13 May 2004

Meanings and pain intensity

Here's an abstract from Pain 109 (2004) 20-25


The meaning of pain influences its experienced intensity by Arnoud Arntz*, Lily Claassens
This experiment tested whether meaning influences the experience of pain. Thirty-one healthy students participated in a study on
evaluations of various stimuli placed against the neck. By suggesting that a very cold metal bar was either hot or cold, the potentially tissue damaging property of the stimulus was experimentally manipulated. A manipulation check revealed that participants believed the experimenter’s information, as they rated the bar as more hot in the corresponding condition than in the other condition. Confirming the hypothesis that tissue-damaging meaning influences the experience of pain, participants who were told that the bar was hot rated it as more painful than participants who were told that it was cold. Damage interpretations mediated the effect of information on pain intensity scores,which supported the theory that tissue-damage is a crucial aspect of meaning to influence the subjective intensity of pain.
(c)2004 International Association for the Study of Pain. Published by Elsevier B.V. All rights reserved.

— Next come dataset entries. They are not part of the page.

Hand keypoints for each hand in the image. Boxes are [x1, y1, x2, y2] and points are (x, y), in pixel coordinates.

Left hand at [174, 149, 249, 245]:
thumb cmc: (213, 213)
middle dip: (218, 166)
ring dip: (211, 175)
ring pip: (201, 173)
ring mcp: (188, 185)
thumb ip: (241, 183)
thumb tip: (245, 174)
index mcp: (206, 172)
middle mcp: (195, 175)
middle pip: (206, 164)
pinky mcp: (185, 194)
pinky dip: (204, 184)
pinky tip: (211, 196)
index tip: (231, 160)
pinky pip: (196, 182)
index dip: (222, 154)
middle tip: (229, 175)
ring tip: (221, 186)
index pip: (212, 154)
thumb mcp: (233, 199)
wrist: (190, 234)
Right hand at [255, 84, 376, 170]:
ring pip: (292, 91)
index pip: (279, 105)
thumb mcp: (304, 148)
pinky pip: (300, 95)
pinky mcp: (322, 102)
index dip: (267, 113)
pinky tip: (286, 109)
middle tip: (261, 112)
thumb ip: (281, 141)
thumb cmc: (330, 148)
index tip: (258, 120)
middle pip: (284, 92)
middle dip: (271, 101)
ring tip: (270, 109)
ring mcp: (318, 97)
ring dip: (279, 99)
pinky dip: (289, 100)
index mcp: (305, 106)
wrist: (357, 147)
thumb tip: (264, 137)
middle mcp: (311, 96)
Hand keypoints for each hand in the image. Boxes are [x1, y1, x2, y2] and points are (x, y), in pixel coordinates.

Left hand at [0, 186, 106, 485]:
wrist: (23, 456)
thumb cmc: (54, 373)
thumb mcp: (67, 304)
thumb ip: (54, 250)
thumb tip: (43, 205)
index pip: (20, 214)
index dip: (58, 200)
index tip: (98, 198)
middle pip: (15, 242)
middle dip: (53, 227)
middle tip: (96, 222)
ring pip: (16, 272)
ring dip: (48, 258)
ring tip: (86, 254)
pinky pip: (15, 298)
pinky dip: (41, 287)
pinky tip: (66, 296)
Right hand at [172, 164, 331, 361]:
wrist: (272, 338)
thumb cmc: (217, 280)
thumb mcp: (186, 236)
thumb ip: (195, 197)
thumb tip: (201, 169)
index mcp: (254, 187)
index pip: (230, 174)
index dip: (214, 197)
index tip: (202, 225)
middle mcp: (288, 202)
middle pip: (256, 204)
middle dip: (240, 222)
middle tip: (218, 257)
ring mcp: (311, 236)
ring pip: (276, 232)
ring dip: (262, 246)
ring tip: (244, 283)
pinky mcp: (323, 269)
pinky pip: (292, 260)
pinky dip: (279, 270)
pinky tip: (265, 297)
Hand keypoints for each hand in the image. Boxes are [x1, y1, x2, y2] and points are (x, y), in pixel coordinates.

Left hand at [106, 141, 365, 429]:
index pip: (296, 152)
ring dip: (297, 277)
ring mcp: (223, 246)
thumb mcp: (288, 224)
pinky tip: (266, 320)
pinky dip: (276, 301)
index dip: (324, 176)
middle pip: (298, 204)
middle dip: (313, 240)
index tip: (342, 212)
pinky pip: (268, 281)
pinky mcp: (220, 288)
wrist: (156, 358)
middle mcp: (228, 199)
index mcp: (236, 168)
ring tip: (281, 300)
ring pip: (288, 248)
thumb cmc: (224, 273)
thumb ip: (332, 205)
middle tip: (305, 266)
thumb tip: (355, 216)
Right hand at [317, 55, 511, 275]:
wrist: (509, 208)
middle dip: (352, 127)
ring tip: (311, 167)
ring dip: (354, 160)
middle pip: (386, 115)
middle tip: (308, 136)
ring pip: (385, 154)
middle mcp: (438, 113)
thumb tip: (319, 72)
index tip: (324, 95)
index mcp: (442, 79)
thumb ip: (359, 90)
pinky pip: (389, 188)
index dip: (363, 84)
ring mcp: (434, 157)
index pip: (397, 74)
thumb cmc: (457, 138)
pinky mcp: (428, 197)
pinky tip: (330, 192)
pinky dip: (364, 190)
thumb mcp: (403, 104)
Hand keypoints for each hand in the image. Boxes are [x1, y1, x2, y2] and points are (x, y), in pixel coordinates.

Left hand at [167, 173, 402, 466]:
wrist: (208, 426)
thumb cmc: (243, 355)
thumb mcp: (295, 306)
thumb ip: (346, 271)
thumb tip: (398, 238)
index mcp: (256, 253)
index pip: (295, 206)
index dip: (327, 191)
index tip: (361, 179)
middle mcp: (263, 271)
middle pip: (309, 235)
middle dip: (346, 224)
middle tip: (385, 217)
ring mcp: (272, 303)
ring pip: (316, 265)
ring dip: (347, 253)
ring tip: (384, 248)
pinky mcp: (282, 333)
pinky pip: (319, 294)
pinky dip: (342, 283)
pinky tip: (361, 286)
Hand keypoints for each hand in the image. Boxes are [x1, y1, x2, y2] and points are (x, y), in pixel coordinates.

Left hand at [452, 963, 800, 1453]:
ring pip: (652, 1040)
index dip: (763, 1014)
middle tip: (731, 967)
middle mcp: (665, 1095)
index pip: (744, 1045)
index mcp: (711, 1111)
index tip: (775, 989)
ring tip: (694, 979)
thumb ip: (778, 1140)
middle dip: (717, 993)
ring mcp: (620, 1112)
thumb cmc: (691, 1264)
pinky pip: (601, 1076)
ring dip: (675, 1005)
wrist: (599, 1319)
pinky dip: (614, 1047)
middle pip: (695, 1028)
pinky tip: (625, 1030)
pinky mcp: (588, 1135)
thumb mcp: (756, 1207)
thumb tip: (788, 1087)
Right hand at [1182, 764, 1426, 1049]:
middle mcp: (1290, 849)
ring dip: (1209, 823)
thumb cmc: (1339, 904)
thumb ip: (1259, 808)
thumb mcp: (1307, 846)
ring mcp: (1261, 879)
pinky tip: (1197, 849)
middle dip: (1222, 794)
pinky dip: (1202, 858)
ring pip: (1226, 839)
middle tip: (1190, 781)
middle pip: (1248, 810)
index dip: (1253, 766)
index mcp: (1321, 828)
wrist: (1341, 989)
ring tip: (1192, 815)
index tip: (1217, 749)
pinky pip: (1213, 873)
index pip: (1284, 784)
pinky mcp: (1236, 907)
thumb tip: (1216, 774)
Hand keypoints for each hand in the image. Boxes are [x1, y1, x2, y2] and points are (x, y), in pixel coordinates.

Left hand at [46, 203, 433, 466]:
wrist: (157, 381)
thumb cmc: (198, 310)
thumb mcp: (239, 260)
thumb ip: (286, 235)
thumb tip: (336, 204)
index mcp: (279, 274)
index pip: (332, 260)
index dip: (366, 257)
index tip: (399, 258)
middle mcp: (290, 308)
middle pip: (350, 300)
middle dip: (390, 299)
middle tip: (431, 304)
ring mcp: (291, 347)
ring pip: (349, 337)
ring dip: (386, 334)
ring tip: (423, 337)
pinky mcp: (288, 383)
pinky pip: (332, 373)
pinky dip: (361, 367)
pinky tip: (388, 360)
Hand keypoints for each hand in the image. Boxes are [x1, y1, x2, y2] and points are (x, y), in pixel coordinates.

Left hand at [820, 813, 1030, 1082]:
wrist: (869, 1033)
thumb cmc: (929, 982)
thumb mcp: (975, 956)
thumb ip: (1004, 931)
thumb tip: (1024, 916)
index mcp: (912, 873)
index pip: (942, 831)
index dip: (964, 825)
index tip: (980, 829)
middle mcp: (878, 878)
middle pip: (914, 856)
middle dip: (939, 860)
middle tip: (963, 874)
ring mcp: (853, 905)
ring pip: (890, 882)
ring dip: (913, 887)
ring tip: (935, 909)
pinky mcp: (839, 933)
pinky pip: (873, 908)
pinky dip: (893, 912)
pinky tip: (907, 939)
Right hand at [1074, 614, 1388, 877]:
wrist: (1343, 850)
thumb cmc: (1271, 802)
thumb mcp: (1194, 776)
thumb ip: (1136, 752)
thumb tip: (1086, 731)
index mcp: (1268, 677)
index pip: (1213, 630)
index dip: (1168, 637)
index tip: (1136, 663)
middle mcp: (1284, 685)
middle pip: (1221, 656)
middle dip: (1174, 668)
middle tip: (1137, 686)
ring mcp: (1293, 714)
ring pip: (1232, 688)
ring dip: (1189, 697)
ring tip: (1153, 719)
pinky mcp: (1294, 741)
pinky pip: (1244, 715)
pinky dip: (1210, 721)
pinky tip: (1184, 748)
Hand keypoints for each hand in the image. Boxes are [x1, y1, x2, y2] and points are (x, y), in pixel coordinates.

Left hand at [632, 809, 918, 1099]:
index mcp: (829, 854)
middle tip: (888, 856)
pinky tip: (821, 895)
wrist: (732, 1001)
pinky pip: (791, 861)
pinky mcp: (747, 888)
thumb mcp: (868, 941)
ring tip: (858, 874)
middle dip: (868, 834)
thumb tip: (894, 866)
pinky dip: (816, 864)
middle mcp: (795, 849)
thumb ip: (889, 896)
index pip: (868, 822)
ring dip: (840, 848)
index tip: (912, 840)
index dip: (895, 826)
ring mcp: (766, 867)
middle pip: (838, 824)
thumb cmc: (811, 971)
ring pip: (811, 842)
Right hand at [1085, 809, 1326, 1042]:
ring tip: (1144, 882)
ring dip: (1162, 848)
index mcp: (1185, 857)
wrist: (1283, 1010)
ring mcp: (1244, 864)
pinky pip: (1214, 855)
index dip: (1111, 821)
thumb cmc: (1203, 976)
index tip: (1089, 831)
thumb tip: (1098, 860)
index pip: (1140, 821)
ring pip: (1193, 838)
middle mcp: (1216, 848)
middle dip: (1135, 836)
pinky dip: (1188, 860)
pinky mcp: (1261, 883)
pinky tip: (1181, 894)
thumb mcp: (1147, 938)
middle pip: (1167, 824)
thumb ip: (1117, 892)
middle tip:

While we have known that the perception of threat or severe injury influences the unpleasantness of pain, it would be interesting to find that such meanings also influence judgments about intensity.



On its face this sort of result does seem to tell in favor of the views of writers such as Pitcher and Nelkin who believe that the badness of pain lies in its connection with bodily injury. It may also help --though I know less about such views-- representational accounts of pain phenomenology such as Tye's.



Its also worth noting the bearing this has on the arguments concerning the hot-poker trick in Stuart Rachels' excellent 'Is Unpleasantness Intrinsic to Unpleasant Experiences'



Myself, I think that this appearance of support for Pitcher/Nelkin views is ultimately specious. But that is a subject for another post.